Возвращаюсь к этой особенности трагедии «Лютер»: ее нельзя забыть. Если бы нам довелось узреть в таком же виде великие события нашей французской истории, мы не сомневались бы, и нам не приходилось бы время от времени заглядывать в атлас Лесажа[353]; все наши национальные катастрофы кровавыми чертами запечатлелись бы в нашей памяти.
Эти слова «кровавые черты» отмечают большую трудность, с которой приходится считаться романтическому жанру; наши летописи до такой степени кровавы, наши лучшие государи были так жестоки, что наша история ежеминутно будет препятствовать точному ее воспроизведению. Как изобразить Франциска I, сжигающего по подозрению в ереси Доле[354], которого считали его незаконным сыном? Какой король во Франции сможет допустить такое унижение своих предшественников, а тем самым и власти, которую он от них получил?[355] Лучше скрыть все это под пышностью александрийского стиха.

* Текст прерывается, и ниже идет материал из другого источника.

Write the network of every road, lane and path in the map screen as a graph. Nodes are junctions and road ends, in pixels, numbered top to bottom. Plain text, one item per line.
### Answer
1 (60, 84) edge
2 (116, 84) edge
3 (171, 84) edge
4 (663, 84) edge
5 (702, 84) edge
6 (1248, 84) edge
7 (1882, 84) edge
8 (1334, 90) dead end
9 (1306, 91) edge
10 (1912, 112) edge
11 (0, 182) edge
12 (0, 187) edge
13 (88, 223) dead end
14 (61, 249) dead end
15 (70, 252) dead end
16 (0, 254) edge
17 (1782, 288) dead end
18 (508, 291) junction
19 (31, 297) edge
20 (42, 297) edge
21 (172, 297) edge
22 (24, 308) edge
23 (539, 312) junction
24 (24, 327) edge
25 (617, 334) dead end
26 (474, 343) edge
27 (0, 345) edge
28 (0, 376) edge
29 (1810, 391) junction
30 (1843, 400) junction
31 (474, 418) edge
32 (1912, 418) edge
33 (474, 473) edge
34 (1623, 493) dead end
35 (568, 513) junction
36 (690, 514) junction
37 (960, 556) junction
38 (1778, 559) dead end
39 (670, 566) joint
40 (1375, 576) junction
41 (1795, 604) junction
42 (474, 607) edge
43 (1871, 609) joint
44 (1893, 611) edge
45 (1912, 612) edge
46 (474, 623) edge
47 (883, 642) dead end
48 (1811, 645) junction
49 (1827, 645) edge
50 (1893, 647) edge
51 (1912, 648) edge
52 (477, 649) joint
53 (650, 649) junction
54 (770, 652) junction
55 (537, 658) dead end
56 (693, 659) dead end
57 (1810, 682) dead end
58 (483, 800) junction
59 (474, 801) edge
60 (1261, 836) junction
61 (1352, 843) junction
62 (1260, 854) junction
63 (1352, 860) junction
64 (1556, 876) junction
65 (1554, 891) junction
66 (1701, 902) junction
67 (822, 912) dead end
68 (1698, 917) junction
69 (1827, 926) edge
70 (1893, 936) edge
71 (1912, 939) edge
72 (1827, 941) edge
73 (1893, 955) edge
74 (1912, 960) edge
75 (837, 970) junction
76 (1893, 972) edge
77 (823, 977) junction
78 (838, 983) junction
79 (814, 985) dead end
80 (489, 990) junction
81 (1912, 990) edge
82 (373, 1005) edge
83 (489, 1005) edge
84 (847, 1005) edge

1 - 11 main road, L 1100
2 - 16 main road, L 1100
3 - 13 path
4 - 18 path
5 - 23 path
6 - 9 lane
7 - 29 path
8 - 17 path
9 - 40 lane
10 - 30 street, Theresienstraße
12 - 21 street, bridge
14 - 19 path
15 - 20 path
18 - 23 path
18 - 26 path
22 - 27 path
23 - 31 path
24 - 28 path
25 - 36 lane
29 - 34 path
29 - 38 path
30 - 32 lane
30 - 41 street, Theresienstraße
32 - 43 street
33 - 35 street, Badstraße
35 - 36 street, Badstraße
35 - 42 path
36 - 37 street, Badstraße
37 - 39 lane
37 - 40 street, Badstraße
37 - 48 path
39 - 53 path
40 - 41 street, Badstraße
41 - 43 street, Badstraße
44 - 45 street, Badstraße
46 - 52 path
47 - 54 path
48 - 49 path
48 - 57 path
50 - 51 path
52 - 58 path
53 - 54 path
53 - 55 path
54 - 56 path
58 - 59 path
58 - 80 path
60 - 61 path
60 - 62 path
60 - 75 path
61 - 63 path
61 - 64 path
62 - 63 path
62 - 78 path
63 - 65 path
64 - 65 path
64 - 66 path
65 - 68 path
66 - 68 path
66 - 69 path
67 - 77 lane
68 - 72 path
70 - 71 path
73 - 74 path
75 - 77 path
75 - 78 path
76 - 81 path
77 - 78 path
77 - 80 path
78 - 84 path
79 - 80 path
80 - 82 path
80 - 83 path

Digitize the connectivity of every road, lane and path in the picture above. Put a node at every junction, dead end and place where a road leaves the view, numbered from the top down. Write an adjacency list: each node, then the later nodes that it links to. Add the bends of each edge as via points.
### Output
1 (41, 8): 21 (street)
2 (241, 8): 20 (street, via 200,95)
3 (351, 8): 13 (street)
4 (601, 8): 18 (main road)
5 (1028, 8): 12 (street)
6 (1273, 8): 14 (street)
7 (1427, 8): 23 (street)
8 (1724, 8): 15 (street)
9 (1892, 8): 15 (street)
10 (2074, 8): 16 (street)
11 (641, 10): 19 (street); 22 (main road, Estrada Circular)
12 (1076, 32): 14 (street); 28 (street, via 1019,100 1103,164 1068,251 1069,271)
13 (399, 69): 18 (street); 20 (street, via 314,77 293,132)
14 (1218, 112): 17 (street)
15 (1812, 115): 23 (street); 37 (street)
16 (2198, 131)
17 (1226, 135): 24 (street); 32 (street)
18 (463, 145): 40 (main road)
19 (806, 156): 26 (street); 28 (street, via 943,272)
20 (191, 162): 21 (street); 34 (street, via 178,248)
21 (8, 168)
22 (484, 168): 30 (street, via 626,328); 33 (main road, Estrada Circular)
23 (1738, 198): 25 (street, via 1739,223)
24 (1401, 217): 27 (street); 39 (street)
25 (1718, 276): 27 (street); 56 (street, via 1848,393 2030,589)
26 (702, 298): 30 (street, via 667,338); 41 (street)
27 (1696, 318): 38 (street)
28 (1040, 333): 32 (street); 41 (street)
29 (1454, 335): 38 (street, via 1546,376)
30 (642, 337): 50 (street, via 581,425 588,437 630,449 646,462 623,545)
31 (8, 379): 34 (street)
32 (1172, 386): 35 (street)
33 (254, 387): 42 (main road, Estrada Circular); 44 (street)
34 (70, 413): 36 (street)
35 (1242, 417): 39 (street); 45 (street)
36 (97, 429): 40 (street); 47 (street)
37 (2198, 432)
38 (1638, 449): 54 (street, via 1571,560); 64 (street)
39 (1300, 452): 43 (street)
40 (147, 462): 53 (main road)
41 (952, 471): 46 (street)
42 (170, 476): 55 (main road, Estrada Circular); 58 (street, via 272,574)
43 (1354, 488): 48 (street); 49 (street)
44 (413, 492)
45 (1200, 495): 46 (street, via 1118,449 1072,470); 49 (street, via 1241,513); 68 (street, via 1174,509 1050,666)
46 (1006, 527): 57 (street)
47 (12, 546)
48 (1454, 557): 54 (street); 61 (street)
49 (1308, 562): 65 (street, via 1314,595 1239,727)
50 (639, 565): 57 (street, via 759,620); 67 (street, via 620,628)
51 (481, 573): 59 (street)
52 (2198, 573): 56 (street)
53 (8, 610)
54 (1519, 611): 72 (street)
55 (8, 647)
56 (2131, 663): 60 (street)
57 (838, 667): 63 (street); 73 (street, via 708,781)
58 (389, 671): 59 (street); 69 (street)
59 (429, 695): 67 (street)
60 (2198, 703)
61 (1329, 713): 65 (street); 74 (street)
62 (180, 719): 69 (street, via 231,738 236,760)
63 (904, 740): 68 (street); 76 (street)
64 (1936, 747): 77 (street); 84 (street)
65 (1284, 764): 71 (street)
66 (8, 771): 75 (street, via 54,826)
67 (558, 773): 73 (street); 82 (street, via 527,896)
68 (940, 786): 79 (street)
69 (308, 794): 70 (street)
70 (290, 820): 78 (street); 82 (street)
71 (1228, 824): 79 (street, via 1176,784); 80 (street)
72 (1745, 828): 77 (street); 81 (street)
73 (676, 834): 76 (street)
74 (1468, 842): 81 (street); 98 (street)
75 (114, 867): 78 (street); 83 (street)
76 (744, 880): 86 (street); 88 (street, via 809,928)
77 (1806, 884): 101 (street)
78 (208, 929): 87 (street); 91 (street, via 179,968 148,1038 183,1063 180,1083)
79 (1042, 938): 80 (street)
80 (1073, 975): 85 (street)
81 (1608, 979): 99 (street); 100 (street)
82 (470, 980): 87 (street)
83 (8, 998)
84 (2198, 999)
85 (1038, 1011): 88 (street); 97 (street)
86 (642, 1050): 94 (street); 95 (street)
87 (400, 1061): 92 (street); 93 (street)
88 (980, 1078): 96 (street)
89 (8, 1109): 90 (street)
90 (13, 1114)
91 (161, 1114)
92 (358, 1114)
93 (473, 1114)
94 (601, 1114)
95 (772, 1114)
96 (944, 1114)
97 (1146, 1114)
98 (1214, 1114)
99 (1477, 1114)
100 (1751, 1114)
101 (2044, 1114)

Человеку, кожа которого обезображена от рождения, нужны шлем и опущенное забрало. Вот почему короли будут побуждать свои академии к выступлениям против романтиков.
Эти последние должны были бы пойти на уступки, хитрить, говорить лишь часть истины и прежде всего щадить тщеславие наших мелких современников — словом, делать то, что могло бы способствовать некоторому успеху; но это значило бы, проповедуя романтизм, оставаться классиком. Все эти предосторожности, вся эта полуфальшь хороши были сорок лет тому назад; теперь же, после «Священного союза», никого не обманешь; недоверие, порожденное в сердцах более серьезными вещами, распространится и на литературные развлечения; нужно играть с открытыми картами; если ты будешь их прятать, пресса тотчас же обнаружит истину и публика навсегда наградит презрением того, кто попробовал разок ее обмануть.
В ясных и неосторожных выражениях я излагаю то, что мне кажется истиной; если я ошибаюсь, публика вскоре забудет обо мне; но как бы ни бранились классики, презрение не может коснуться меня, так как я искренен. В худшем случае скажут, что я придаю всему этому слишком большое значение; через час я сам стану смеяться над фразой, которую только что написал: она обличает человека, который недавно с восторгом перечитал «Лютера». Но, вероятно, я не вычеркну этой фразы: она казалась мне справедливой в то время, когда я писал ее, а человек, взволнованный зрелищем великого подвига, стóит завсегдатая салонов, который при виде холодных душ принуждает себя к строгому благоразумию. Возможно, что «Лютер» — самая лучшая пьеса со времен Шекспира.
Я бы хотел сцены, изображающей и противную сторону: итальянский монах продает свои «индульгенции»; вырученные деньги он пропивает в кабаке с девкой и затевает драку с другим монахом. Нежная и добрая душа степенного Германа, мысли которого теряются в небесах, поражена этим зрелищем, составляющим главную силу Лютера.